Dataset entries:
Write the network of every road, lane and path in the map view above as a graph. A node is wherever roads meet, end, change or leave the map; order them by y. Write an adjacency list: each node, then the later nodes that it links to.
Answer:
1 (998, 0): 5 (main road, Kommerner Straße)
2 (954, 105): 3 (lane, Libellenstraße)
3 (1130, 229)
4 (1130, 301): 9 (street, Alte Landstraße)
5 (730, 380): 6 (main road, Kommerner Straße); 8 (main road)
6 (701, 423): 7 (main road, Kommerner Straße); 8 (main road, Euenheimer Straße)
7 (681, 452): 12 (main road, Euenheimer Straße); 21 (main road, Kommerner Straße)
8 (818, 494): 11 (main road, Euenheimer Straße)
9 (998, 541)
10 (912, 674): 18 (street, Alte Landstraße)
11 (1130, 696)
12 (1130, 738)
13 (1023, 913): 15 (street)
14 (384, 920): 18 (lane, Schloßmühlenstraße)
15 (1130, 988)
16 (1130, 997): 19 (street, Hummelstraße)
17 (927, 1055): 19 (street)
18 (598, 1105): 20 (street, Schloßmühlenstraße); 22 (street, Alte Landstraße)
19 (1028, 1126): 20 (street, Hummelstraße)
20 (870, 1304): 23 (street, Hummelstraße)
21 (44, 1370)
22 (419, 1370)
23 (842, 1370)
* * *
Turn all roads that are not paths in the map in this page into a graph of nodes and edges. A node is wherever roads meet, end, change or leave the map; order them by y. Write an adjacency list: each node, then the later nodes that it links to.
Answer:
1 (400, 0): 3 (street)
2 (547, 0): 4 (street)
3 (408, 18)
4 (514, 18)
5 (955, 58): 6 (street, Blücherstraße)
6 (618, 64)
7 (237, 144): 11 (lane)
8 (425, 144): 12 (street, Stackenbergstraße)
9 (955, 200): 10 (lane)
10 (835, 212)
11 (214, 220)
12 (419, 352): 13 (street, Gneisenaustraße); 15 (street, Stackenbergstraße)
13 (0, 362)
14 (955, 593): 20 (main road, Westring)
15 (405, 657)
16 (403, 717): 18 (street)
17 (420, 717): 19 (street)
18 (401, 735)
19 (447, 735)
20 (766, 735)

Exercise – Read through the entries above and copy each line that has the string "nodes" in it.

Answer section –
Write the network of every road, lane and path in the map view above as a graph. A node is wherever roads meet, end, change or leave the map; order them by y. Write an adjacency list: each node, then the later nodes that it links to.
Turn all roads that are not paths in the map in this page into a graph of nodes and edges. A node is wherever roads meet, end, change or leave the map; order them by y. Write an adjacency list: each node, then the later nodes that it links to.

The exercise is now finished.